Segment Start: Record set

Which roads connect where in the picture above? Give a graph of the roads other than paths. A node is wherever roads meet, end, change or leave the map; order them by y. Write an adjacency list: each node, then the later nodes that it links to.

Segment End: Record set
Segment Start: Record set

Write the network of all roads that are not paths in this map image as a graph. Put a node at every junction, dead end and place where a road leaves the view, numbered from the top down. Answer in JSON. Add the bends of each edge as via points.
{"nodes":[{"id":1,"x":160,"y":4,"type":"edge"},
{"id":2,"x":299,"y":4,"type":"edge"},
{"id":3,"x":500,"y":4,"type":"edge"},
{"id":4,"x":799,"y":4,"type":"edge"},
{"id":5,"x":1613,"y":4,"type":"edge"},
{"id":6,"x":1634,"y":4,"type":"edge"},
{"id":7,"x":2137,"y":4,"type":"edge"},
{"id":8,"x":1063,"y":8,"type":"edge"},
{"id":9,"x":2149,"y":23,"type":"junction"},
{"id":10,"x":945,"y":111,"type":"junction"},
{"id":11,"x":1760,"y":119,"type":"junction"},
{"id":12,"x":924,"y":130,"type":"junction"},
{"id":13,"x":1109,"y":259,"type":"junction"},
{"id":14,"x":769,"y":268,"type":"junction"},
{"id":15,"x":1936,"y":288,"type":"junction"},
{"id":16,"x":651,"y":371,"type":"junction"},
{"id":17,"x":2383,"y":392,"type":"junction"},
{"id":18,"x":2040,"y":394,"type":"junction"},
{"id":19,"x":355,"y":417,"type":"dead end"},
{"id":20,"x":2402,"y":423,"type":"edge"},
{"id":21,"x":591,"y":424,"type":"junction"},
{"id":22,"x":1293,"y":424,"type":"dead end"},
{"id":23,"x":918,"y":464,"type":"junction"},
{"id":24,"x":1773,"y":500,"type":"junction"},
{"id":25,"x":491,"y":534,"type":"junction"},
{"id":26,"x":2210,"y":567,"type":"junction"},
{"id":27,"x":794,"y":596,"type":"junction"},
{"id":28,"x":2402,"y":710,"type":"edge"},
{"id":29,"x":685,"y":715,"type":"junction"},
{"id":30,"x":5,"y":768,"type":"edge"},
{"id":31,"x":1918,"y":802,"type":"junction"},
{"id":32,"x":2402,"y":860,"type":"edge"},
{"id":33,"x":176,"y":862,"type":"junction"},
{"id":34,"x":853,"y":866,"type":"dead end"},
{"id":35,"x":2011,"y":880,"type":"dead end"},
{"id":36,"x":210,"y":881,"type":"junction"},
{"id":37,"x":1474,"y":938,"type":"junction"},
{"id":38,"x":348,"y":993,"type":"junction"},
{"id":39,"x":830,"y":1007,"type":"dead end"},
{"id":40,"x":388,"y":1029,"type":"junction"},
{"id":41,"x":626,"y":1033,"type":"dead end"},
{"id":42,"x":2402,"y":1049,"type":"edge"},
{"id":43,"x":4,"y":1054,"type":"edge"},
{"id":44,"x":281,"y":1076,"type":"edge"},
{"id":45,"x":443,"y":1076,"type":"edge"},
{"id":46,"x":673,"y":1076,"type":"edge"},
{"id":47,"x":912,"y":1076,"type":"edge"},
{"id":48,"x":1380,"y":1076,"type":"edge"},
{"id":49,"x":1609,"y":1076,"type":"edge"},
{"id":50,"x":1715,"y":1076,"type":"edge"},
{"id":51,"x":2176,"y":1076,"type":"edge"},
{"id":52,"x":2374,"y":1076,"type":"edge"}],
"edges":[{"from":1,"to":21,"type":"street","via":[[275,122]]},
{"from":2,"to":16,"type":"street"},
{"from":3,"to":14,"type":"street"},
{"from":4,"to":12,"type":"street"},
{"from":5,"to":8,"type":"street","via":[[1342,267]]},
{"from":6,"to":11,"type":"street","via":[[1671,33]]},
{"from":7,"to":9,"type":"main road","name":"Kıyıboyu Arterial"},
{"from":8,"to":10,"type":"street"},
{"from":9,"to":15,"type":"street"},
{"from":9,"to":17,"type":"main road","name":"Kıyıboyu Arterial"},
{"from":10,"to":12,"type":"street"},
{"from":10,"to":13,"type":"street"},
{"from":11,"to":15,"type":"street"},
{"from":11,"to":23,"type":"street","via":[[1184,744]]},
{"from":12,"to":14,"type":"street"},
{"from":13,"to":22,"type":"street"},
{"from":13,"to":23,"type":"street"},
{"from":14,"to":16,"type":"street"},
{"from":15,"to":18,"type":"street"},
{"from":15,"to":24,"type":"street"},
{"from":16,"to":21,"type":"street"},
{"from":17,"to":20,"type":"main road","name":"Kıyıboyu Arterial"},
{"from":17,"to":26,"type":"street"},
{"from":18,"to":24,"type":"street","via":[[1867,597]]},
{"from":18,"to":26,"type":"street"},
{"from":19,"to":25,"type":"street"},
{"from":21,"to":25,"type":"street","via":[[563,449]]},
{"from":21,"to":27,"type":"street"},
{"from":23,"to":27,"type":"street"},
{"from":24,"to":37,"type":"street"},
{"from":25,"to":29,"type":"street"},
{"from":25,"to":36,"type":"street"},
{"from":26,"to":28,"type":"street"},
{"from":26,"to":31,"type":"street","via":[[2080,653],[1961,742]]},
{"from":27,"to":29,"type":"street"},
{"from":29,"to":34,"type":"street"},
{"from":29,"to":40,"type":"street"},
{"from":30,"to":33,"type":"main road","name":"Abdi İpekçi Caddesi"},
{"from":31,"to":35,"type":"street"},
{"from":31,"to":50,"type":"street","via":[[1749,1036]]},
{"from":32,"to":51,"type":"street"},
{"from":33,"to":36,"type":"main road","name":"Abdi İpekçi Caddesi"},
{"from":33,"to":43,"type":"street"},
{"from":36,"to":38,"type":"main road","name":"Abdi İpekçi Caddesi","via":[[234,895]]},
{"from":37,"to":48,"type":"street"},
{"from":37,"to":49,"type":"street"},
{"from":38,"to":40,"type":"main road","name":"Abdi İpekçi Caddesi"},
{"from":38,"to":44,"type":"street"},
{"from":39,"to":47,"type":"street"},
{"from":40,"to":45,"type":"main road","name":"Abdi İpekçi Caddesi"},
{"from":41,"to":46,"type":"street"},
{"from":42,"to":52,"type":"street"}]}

Segment End: Record set
Segment Start: Record set

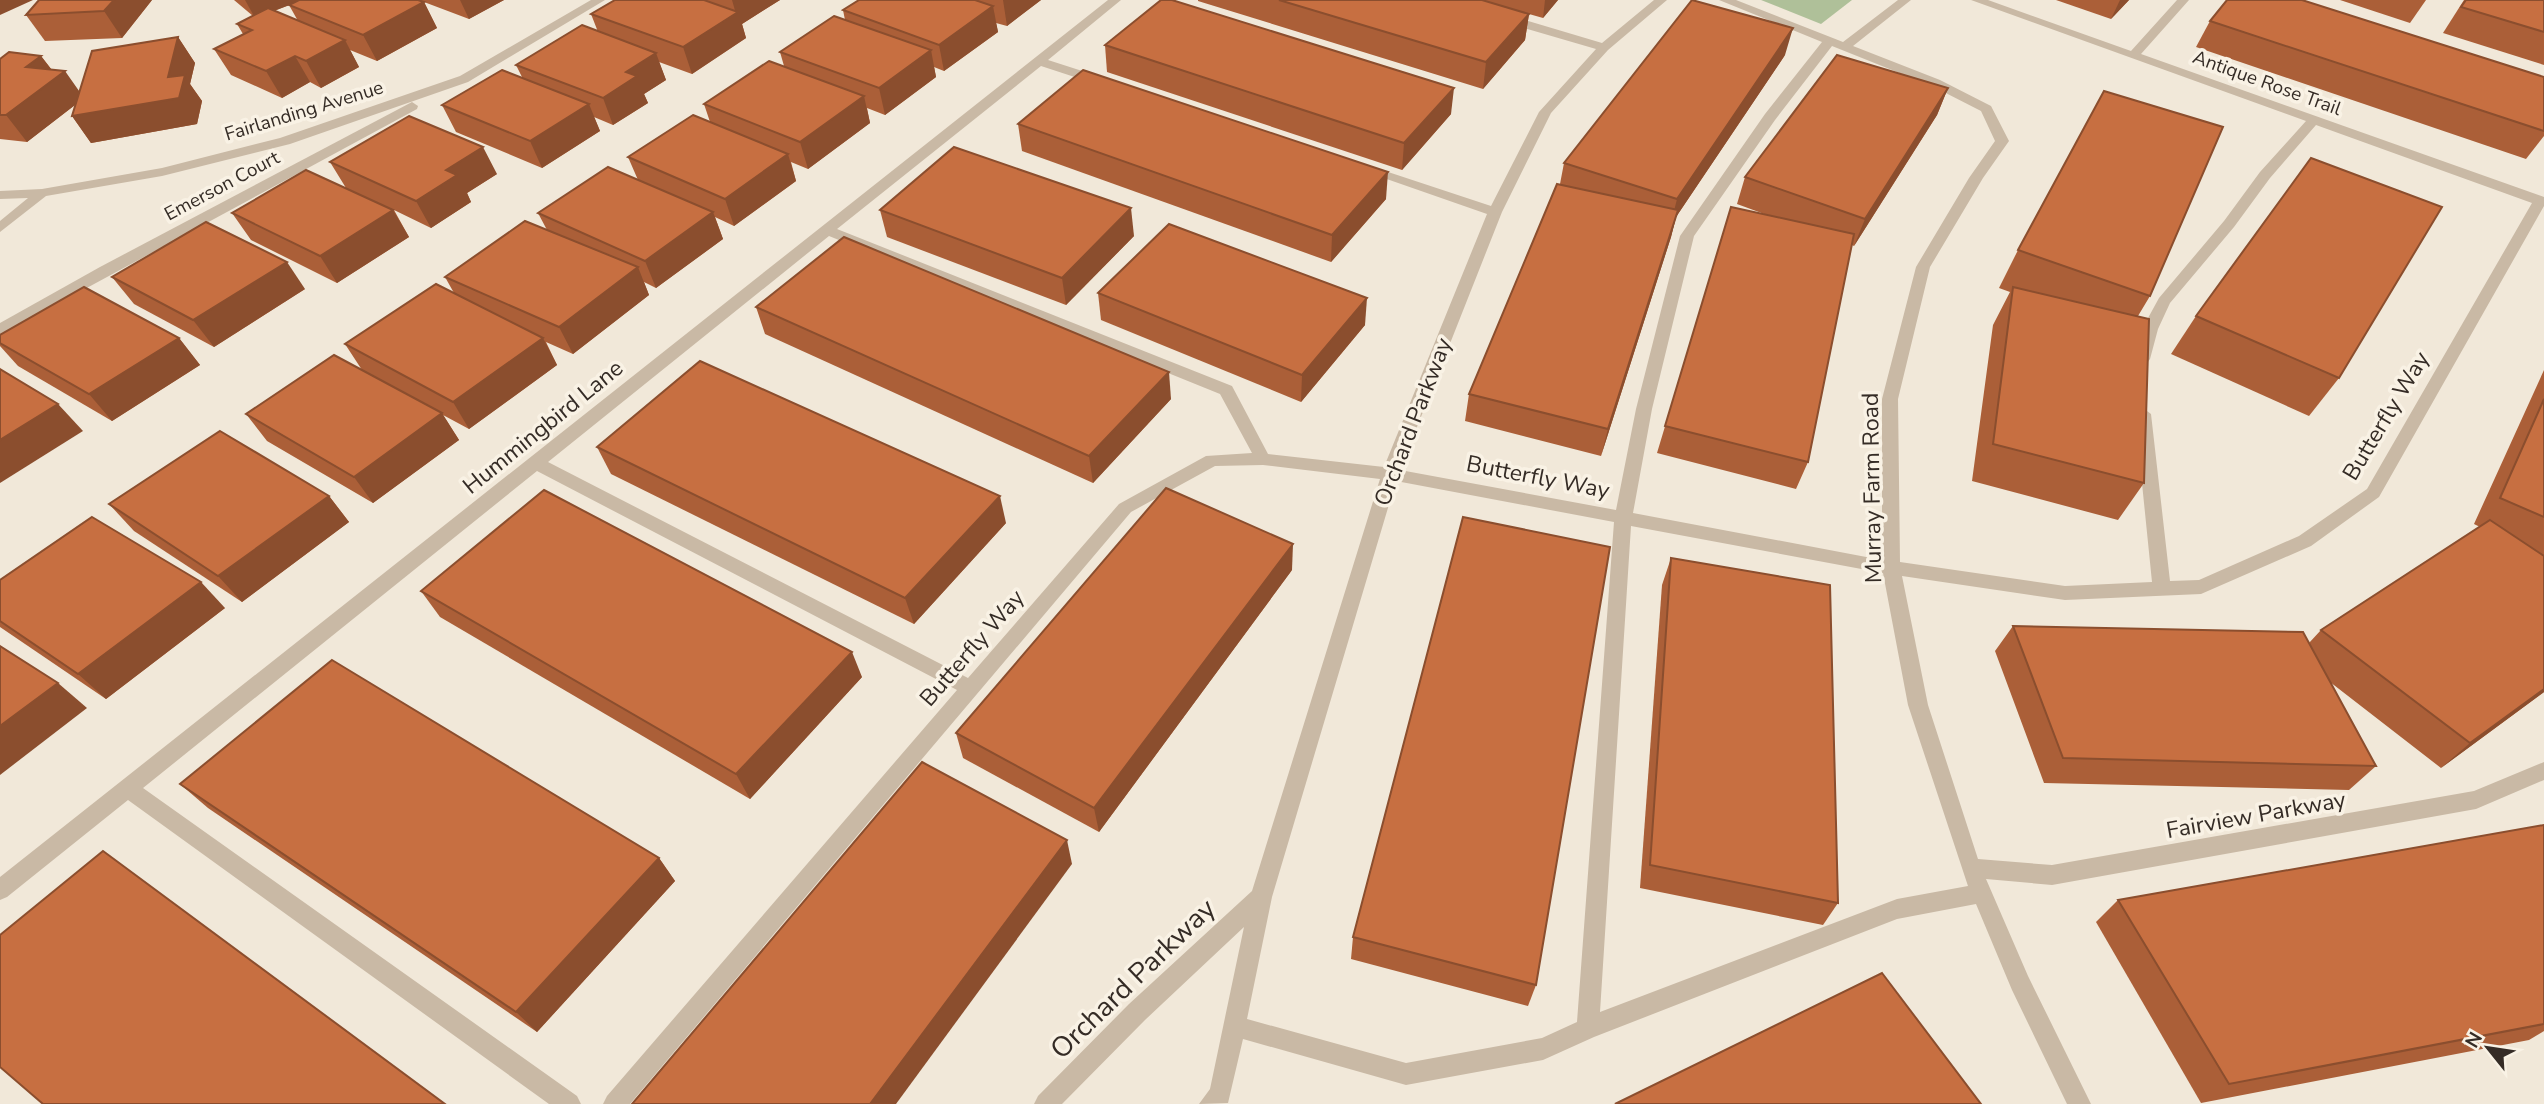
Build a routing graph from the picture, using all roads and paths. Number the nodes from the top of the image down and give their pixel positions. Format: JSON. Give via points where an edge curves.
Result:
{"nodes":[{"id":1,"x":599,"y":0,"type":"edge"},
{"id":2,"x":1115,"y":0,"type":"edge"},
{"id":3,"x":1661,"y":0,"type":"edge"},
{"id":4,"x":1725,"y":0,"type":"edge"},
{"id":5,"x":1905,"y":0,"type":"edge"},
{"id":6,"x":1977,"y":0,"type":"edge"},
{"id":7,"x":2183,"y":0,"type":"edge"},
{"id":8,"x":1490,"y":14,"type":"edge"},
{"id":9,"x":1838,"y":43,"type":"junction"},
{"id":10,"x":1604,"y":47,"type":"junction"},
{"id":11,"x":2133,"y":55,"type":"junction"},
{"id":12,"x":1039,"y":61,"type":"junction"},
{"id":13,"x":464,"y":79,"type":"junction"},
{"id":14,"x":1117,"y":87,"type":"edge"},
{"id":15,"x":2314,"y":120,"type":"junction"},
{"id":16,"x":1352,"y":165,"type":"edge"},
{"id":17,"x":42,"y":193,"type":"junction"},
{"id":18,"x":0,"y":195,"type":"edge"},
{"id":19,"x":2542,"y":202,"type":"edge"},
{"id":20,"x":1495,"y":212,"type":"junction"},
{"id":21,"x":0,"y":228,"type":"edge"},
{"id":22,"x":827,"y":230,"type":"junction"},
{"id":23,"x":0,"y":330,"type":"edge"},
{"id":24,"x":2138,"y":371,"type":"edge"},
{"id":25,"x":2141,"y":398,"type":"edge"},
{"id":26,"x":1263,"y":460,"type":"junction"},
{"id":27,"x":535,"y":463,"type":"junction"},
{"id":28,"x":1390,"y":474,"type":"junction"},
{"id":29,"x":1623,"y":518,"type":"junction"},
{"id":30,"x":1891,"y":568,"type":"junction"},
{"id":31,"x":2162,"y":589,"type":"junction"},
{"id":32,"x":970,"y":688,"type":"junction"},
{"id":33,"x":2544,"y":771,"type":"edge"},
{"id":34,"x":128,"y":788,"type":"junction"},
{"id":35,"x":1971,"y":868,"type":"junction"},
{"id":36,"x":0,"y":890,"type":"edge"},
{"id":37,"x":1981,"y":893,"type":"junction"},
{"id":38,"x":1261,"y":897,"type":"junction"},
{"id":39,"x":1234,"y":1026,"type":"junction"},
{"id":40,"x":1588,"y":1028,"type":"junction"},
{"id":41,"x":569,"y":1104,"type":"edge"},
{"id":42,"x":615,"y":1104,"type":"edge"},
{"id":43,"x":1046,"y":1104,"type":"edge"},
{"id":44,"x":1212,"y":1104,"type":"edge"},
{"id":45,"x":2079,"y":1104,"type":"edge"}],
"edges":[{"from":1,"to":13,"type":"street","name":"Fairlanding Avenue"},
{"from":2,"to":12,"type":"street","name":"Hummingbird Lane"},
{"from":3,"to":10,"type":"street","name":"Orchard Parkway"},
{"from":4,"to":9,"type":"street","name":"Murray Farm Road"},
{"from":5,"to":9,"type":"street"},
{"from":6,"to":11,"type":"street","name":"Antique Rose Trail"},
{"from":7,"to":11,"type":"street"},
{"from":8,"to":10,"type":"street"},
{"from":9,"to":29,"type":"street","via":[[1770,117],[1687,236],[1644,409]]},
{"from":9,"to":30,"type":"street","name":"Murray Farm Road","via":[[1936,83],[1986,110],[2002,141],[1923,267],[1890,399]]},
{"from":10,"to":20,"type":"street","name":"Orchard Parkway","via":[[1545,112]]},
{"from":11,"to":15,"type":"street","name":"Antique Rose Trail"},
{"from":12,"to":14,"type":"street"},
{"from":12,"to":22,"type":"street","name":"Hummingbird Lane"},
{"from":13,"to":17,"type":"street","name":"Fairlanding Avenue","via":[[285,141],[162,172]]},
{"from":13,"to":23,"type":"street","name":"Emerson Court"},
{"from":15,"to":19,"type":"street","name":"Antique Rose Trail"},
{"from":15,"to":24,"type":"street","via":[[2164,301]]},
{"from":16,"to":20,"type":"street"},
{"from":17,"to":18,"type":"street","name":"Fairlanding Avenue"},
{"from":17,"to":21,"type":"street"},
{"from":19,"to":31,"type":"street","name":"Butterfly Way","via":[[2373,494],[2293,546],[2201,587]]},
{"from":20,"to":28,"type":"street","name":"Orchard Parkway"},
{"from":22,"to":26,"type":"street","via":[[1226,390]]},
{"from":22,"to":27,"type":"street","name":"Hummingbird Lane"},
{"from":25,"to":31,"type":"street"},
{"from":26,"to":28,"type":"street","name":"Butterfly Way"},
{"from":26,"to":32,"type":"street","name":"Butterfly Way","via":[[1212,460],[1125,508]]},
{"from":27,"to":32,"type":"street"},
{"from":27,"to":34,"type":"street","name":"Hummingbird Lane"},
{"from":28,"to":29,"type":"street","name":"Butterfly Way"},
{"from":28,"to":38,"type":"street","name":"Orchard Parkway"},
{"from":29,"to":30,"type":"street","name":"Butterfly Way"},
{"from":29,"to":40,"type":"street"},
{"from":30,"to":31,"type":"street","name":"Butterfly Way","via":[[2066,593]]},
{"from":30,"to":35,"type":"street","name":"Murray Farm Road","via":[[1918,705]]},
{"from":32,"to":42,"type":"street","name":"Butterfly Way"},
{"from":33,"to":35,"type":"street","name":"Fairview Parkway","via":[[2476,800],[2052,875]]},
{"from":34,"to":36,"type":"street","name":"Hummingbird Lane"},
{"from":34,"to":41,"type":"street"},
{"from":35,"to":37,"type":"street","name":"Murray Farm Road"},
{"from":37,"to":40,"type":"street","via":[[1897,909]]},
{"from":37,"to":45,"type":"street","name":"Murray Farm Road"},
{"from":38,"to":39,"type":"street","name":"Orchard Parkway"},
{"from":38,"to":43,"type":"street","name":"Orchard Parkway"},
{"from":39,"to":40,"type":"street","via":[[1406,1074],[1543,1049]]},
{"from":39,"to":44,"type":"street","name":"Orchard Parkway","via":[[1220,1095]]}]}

Segment End: Record set

# [Task to carry out]
Copy every line that contains "Give" from the listing above.

# [Answer to this problem]
Which roads connect where in the picture above? Give a graph of the roads other than paths. A node is wherever roads meet, end, change or leave the map; order them by y. Write an adjacency list: each node, then the later nodes that it links to.
Build a routing graph from the picture, using all roads and paths. Number the nodes from the top of the image down and give their pixel positions. Format: JSON. Give via points where an edge curves.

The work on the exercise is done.